Democratizing FinTech Development Without Compromising Compliance

FinTech

Though applications of the U.K.’s open banking framework have grown more diverse since its launch in 2018, the initial excitement behind the regulatory initiative was its opportunity to lower barriers to market entry for new FinTechs, and to augment competition in the financial services world.

Open banking certainly has opened up the opportunity to drive innovation by connecting developers with data once locked behind traditional banks’ walls. But the barriers to entry remain extremely high for up-and-coming FinTechs — sometimes too high, according to TradeCore CEO Stefan Pajkovic.

That’s not to say open banking has failed, however. On the contrary, the framework became an instrumental component to TradeCore’s latest offering, a platform for FinTech developers that can streamline and standardize much of the initial processes of creating a product and getting it to market. In a recent conversation with PYMNTS, Pajkovic explored how open banking has, and hasn’t, addressed some of the biggest hurdles innovators need to overcome in order to launch.

Biggest Hurdles

While FinTechs have proven their versatility, tackling an array of niche markets and customers with everything from personal mobile investing to corporate spend management, Pajkovic noted that all FinTechs face the same initial challenges when first building a product.

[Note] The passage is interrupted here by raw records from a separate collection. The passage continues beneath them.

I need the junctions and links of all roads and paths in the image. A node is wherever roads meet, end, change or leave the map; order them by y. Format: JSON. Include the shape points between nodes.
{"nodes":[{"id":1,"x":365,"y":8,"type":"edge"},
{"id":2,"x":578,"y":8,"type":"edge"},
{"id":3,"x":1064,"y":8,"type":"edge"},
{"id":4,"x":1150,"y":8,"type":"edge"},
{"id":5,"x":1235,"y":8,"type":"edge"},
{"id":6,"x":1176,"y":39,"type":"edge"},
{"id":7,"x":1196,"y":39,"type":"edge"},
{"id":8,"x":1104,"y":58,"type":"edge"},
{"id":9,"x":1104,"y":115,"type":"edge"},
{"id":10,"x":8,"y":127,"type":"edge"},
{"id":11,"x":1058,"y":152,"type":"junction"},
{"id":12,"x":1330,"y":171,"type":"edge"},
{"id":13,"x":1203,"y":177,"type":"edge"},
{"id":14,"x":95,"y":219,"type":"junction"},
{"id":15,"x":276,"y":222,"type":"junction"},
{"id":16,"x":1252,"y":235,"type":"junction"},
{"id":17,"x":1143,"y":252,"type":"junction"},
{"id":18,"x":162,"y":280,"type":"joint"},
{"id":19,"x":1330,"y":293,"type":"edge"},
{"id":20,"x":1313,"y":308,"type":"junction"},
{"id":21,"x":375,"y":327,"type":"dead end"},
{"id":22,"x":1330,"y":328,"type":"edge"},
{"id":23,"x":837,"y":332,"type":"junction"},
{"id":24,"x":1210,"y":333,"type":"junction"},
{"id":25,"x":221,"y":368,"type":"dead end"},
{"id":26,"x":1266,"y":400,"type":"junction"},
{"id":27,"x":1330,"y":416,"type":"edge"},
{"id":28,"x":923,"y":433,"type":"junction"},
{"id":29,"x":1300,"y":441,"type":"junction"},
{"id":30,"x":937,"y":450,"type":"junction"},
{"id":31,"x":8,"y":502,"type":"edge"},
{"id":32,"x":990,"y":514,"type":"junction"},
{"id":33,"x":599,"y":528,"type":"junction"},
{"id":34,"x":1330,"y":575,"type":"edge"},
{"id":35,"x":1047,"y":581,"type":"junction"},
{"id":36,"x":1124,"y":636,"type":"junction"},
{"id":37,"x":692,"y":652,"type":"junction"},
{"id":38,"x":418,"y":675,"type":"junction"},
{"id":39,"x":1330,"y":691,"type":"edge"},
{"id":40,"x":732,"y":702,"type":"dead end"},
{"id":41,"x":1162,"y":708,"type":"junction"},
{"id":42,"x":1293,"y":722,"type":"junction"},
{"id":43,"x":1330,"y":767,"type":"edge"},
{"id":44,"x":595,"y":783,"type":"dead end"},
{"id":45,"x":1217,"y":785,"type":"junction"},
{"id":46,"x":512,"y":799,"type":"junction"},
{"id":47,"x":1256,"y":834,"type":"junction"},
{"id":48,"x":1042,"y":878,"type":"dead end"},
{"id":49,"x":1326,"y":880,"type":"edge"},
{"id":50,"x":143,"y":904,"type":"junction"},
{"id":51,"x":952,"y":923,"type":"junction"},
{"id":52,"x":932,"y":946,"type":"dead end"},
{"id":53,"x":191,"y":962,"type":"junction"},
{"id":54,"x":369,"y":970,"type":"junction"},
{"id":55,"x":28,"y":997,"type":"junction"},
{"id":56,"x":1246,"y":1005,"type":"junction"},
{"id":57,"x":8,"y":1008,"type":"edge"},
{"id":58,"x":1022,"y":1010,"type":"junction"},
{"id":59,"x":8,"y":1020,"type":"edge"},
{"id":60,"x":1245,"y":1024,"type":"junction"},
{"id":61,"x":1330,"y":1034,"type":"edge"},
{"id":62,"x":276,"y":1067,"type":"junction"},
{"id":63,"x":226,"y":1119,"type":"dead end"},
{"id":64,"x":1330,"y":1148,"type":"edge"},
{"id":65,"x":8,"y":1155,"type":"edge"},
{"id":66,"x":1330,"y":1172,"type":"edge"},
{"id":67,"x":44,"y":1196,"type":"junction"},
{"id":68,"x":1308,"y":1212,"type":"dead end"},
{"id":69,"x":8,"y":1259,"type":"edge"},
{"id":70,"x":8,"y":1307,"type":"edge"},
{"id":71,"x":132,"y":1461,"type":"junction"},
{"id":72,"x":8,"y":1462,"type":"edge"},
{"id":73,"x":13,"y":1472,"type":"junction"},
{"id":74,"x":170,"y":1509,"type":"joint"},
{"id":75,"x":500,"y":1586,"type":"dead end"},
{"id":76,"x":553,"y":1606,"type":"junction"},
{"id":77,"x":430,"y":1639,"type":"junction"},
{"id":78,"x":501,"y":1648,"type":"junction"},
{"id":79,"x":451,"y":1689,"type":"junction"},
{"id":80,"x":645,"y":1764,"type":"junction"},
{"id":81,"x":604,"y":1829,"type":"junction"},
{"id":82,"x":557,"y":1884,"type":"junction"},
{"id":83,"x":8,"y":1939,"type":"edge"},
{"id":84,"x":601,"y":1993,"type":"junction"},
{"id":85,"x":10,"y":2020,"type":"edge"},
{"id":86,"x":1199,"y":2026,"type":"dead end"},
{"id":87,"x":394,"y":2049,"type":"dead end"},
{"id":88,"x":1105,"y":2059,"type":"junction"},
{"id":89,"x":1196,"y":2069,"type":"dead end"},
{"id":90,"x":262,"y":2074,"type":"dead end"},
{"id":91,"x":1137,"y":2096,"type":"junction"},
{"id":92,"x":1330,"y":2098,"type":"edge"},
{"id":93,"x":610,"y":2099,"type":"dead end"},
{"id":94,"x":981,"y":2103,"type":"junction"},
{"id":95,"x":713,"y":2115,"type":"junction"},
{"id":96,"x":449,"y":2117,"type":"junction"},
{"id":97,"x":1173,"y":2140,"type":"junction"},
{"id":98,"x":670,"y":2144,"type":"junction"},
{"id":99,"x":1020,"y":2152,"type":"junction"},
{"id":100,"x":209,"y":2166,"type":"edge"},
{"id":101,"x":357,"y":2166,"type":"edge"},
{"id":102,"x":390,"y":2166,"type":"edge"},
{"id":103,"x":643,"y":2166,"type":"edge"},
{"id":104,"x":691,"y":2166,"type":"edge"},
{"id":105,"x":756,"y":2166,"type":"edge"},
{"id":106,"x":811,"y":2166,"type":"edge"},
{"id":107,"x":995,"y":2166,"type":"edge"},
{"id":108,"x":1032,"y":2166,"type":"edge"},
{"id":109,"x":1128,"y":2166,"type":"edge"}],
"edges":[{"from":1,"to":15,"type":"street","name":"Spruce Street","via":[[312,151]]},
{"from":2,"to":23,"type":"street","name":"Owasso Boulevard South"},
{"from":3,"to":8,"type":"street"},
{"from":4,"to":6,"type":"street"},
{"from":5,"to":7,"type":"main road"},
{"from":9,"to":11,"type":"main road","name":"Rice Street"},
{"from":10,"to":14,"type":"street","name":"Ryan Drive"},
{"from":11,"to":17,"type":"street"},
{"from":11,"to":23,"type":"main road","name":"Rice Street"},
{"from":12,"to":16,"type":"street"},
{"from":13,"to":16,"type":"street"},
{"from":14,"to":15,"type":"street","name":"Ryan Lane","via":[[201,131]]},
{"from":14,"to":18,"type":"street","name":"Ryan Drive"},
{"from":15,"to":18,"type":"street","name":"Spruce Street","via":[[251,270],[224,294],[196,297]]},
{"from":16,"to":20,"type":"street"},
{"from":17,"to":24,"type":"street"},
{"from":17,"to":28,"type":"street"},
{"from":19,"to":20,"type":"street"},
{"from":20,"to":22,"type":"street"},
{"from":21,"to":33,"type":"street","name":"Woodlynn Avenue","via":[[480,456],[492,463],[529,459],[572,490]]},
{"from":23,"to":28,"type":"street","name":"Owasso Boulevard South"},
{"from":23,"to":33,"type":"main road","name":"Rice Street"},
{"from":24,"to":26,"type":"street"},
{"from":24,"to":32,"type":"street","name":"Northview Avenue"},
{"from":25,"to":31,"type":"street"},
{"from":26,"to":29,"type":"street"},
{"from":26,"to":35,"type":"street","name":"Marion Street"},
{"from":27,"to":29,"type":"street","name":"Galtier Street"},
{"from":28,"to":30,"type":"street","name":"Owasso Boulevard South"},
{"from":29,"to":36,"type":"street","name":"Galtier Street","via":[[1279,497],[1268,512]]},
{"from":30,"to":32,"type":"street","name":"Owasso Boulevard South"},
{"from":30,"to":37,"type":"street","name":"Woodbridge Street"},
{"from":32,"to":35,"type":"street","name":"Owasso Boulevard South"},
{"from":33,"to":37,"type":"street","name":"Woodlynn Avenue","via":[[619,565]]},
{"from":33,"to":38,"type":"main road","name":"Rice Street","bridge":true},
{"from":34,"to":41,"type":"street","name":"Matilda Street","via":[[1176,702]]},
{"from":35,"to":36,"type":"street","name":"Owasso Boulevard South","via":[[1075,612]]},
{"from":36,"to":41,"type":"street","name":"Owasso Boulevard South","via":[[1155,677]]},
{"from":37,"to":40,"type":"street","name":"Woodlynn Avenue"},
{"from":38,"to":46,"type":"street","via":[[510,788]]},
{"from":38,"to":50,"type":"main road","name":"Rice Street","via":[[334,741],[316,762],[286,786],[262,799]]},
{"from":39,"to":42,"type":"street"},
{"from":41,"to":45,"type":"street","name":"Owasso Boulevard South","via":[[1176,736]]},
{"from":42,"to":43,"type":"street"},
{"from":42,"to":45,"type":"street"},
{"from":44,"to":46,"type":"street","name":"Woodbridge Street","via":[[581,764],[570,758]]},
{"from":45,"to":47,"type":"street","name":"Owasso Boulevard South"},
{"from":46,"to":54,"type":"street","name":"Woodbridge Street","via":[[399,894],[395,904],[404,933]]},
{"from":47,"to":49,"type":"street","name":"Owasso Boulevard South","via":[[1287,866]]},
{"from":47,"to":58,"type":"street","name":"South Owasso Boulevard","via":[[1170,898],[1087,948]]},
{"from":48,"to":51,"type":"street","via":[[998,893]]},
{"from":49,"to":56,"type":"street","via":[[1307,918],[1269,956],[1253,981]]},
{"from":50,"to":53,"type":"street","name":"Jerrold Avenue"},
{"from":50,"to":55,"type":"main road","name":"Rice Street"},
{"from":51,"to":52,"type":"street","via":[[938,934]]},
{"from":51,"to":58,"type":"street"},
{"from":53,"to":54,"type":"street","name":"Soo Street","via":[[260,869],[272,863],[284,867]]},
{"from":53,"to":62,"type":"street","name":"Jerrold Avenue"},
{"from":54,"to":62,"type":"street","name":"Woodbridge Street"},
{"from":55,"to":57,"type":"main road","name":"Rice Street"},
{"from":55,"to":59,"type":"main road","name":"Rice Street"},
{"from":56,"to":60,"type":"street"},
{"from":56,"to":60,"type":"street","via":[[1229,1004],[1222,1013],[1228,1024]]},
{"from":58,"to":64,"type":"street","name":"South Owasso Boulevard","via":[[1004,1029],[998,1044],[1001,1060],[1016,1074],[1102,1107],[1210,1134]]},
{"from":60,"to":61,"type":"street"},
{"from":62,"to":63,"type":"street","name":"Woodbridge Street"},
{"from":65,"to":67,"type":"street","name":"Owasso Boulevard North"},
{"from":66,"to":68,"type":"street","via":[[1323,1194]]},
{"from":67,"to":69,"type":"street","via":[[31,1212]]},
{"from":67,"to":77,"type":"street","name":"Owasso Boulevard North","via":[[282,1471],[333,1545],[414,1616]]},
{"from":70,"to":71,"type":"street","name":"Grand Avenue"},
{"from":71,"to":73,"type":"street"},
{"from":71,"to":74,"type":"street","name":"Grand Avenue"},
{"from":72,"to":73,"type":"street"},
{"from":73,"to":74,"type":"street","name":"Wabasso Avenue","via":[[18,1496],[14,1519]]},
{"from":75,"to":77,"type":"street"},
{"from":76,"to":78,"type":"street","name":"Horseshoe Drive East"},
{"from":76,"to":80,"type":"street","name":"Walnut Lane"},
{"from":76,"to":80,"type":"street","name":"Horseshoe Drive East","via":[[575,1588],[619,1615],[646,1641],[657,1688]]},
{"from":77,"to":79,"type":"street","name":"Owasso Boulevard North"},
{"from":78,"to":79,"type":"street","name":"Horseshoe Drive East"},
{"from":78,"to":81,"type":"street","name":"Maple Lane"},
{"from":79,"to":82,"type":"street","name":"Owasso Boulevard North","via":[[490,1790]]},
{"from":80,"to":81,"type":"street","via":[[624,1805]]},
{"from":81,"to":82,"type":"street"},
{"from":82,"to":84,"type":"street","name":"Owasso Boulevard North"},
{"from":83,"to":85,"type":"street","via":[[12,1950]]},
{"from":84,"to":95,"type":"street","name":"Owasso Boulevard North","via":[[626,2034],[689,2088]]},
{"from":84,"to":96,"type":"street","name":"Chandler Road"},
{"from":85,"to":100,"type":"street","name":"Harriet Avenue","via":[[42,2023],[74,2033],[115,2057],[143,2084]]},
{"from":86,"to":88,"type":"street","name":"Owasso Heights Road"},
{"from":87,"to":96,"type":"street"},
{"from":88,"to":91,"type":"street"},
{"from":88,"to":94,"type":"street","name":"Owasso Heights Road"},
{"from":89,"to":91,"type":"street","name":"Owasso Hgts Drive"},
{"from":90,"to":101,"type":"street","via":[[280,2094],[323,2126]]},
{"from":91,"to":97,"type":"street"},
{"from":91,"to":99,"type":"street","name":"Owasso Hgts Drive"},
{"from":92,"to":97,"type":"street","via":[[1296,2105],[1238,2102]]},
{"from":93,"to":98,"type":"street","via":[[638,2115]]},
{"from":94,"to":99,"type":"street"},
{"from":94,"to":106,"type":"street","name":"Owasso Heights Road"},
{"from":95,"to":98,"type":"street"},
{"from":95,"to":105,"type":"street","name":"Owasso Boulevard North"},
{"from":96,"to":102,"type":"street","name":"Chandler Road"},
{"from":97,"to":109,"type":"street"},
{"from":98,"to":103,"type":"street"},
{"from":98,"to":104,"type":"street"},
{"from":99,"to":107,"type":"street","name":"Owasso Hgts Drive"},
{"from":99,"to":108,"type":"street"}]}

“We came to the realization that for almost every company, the first 12 months and first $1 million were spent recreating a stacked set of features and infrastructure that every single FinTech business needs to operate,” he explained, highlighting capabilities like customer on-boarding, payments and data connectivity as foundational to all market players. “There was an amazing opportunity to reduce the tax that every business way paying by standardizing this capability and offering it as a service.”

That’s the crux of the TradeCore platform, recently launched to standardize and accelerate the process of building that foundation upon which FinTech solutions sit.

Historically, though those foundations look similar no matter what kind of FinTech is being developed, the process of building it has been so taxing that Pajkovic said he’s seen innovators simply give up or no longer pursue launch.

Compliance, he pointed out, is a particularly challenging hurdle to overcome.

“We would engage our customers from the technology side, but they would potentially get lost when attempting to build regulatory capabilities,” he said. “People underestimate the time and effort and money required to enable those regulatory compliance capabilities.”

Proliferating Market

By offering a platform that can not only streamline the process through which developers add basic functionality to their solutions — like card issuance and payments — but also streamline compliance due diligence like know your customer (KYC) workflows, Pajkovic noted the barriers to market entry can lower significantly.

Yet FinTechs continue to struggle, despite gradual proliferation of open banking.

“On one hand, [open banking] is an avenue to provide people much more control over their transactional data, giving them the ability to have more freedom to move between banks,” said Pajkovic. “But at the same time, it’s not something that has taken the market by storm yet. The capabilities are there, but utilization has not reached the levels that we expected.”

While open banking may not have addressed every challenge developers face when creating and launching new products and services on the market, the framework has been instrumental in creating new products to address those hurdles.

For TradeCore, both of the framework’s key capabilities — account information services and payments initiation — have allowed the platform to integrate capabilities like card issuance and digital banking.

As the FinTech ecosystem grows more mature, Pajkovic said he expects the companies that have already made it past the initial hurdles to market entry to take on a new strategy for growth. Pointing to companies like Robinhood, which recently expanded beyond investing and into banking, as well the Cash App, which has similarly broadened its reach beyond peer-to-peer transacting into the cryptocurrency investment arena, Pajkovic highlighted that fewer FinTechs will take the “supermarket” approach to product development, in which they provide a niche solution that can be combined with other third-party providers.

Instead, the competitive advantage evolving today for many FinTechs is to operate as a one-stop-shop for end users, meaning these companies will need to further embrace open banking to expand their own product offerings.

“Every product and every FinTech that has even a single relationship with a client of a financial services nature will seek to enhance and enlarge their capabilities to provide customers with additional financial services,” Pajkovic predicted.